In the first part of this book, we investigated intellective knowing and its primary and radical mode. This is the problem which I propounded under the title Intelligence and Reality. But intellection admits of two ulterior modes of intellection; these will be the subject of the second and third parts of the book.

In order to commence this study it will not be out of place to set down some of the essential ideas expounded in Part I; I hope that they will facilitate correct comprehension of Part II.

Above all, intellective knowing is not an act of consciousness, nor an act of realizing something, because to realize what is intellectively known, it has to be present in the intellection. And this act of capturing something and making it present is what we call apprehension. This is the radical act of intellective knowing, an act of apprehension.

What is this apprehension? Every intellection is an act of apprehension, but not every act of apprehension is intellection. Sensing is also apprehension. These two apprehensions can be directed to the same object, for example a color, a rock, etc. Hence, in order to conceptualize what intellective apprehension is, the {12} most direct road consists in studying the modes of apprehension of this terminus which is common to both of them.

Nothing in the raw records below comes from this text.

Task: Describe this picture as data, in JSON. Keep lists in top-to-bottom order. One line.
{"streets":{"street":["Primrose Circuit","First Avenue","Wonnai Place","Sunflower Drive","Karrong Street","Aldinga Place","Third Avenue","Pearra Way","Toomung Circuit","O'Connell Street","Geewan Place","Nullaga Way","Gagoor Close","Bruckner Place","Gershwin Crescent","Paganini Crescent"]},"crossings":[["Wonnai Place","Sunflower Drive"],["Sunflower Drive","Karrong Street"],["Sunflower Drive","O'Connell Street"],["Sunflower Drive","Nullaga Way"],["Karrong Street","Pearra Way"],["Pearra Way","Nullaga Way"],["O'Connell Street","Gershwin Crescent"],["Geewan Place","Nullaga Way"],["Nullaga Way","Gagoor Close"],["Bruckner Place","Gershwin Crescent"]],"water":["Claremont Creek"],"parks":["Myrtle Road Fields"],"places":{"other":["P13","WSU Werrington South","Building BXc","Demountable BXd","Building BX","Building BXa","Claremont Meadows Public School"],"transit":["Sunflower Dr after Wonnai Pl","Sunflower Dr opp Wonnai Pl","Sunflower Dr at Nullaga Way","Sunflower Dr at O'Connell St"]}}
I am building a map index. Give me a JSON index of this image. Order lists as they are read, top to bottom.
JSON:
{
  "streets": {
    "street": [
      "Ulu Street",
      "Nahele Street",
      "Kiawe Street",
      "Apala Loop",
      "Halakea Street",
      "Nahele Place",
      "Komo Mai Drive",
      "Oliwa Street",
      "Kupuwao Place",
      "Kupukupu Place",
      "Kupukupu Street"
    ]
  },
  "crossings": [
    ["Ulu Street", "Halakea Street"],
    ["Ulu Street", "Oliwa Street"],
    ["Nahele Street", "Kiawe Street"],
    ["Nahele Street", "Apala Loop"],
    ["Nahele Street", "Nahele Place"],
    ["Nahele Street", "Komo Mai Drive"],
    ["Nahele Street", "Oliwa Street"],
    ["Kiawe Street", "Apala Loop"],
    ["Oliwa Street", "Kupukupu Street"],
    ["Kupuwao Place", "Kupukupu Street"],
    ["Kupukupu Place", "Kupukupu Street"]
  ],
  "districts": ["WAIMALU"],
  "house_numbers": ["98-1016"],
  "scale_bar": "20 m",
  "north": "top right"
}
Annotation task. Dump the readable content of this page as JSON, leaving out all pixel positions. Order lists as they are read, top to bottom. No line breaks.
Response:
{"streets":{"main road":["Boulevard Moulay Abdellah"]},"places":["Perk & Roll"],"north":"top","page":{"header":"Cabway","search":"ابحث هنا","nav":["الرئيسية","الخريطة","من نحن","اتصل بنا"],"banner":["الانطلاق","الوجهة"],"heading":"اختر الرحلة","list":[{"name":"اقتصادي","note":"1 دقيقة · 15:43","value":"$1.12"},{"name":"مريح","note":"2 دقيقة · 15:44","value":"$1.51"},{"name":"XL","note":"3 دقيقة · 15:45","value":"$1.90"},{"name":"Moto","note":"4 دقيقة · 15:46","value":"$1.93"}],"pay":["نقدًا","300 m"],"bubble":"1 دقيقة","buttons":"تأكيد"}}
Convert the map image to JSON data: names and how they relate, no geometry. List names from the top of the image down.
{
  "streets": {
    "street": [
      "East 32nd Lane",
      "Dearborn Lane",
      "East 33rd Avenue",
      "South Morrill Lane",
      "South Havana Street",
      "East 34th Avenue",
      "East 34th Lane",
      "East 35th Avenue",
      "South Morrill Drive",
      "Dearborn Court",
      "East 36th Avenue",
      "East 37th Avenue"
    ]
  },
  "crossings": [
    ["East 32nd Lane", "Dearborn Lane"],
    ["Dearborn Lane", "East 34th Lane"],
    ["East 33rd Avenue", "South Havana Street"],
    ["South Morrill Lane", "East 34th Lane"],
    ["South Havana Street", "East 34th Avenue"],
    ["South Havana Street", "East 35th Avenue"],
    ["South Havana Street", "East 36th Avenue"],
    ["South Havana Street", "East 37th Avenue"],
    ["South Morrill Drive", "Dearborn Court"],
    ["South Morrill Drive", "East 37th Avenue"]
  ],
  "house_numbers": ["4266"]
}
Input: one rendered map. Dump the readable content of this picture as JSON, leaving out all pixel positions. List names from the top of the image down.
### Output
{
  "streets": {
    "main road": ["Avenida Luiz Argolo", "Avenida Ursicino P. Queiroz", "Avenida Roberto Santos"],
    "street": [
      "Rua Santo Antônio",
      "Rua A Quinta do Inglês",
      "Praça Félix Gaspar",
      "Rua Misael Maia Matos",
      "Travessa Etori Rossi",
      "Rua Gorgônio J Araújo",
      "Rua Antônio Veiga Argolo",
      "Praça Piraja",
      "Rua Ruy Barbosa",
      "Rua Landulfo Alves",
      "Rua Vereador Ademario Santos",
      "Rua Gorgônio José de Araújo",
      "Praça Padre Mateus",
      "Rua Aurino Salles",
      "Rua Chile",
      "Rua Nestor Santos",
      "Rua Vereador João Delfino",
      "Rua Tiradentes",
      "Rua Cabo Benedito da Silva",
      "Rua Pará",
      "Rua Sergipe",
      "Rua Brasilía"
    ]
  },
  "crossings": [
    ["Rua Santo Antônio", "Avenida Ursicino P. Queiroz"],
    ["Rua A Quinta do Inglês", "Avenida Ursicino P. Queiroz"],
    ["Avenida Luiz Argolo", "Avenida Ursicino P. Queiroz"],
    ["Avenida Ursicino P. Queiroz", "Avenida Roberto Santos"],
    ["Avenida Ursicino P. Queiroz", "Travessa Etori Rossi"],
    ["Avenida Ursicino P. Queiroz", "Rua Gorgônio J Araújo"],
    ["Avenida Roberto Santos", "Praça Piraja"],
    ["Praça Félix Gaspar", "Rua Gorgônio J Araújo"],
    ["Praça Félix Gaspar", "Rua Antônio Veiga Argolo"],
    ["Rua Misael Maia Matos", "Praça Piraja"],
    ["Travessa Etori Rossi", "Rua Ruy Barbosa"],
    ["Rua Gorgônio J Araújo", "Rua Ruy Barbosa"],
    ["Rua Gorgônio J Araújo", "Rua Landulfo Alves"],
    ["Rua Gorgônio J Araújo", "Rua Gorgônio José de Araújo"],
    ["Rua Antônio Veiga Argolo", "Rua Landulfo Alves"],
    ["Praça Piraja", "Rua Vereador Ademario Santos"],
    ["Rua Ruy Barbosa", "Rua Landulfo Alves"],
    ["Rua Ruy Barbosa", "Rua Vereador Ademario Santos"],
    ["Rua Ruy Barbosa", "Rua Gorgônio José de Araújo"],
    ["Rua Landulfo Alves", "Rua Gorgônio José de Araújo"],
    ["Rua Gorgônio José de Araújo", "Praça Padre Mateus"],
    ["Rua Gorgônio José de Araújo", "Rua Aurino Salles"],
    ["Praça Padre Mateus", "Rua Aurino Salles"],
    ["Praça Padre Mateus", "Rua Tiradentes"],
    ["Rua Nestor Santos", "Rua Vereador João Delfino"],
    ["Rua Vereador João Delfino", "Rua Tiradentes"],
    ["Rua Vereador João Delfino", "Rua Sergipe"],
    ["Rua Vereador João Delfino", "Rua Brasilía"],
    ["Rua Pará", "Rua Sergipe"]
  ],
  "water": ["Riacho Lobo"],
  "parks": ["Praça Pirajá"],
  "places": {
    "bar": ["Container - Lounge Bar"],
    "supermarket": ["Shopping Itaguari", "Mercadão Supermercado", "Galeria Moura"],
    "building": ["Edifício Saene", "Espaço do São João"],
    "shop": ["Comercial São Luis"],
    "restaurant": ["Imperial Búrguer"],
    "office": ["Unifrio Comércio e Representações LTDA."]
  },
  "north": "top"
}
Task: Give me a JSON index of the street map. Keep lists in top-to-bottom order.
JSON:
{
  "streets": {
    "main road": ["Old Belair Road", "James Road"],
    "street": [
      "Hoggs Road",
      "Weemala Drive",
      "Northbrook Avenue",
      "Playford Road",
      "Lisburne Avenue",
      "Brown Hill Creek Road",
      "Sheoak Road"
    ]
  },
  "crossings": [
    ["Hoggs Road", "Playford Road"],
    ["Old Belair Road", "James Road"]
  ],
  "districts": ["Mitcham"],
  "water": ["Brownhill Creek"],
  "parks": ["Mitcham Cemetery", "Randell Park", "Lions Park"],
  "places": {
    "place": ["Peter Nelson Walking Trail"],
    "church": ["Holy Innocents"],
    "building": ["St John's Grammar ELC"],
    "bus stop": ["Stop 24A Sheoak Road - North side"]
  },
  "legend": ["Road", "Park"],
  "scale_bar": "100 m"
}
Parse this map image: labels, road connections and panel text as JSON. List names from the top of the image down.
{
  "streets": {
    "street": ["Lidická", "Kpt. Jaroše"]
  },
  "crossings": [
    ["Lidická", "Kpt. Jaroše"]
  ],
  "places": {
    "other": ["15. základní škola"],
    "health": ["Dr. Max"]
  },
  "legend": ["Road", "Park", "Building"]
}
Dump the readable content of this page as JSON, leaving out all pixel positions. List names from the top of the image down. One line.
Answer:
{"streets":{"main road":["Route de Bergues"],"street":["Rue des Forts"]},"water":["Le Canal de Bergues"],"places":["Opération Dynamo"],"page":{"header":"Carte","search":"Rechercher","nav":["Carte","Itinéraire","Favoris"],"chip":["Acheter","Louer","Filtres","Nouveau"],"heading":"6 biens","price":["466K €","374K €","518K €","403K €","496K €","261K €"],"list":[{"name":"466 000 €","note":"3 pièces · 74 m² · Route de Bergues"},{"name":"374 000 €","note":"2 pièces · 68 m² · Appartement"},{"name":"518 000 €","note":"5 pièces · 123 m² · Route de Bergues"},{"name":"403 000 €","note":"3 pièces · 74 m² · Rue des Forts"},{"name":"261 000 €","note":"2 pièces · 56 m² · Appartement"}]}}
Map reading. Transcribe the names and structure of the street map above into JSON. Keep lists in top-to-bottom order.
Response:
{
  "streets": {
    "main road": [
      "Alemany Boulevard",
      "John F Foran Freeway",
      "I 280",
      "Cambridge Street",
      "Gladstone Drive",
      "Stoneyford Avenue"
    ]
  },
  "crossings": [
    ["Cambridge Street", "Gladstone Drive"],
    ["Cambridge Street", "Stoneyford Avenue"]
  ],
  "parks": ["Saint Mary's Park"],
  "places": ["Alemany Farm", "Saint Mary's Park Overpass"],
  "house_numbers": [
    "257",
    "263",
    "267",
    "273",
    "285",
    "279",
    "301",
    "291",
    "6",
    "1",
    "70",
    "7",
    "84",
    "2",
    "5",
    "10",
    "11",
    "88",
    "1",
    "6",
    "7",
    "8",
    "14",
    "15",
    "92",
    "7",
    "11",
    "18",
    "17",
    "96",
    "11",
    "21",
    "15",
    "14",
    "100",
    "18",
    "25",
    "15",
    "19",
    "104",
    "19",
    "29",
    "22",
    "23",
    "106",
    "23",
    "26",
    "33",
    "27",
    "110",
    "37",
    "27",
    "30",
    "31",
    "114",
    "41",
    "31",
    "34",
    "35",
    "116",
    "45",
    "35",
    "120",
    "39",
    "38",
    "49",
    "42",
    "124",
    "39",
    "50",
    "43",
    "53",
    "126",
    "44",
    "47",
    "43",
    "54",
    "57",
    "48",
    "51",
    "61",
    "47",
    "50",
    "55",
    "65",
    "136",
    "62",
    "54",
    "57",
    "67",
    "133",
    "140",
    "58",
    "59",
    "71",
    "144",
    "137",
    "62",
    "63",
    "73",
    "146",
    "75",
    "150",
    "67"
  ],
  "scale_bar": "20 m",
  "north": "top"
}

In the apprehension of this common terminus, for example color, the apprehension has its own radical character: it is sentient apprehension. Sentient apprehension consists in apprehension in impression. Impression is not just an affection of the apprehendor; rather, in this affection the impression presents to us something other than the apprehendor and his affection. This other thing has three constitutive moments: a content, a mode of being other (which I have called the 'formality of otherness'), and a force of imposition. For our problem what is essential is found in the moment of formality. What is apprehended remains in the apprehension according to its formality; this is what I have called actuality. Actuality is not presence, but a being actually in presence. It is therefore a physical moment of what is apprehended.

Now, this actuality, this being situated or being actually present can have two modes. Something can be actually present as a mere response sign; this is the actuality which I have called 'arousal'. It is the formality of arousal or stimulation. The characteristics of what is apprehended, for example its luminous intensity or its sound, are thus determining moments of a response. For this reason what is apprehended has an actuality but only as forming part of the response in itself. This is what constitutes pure animal sensing.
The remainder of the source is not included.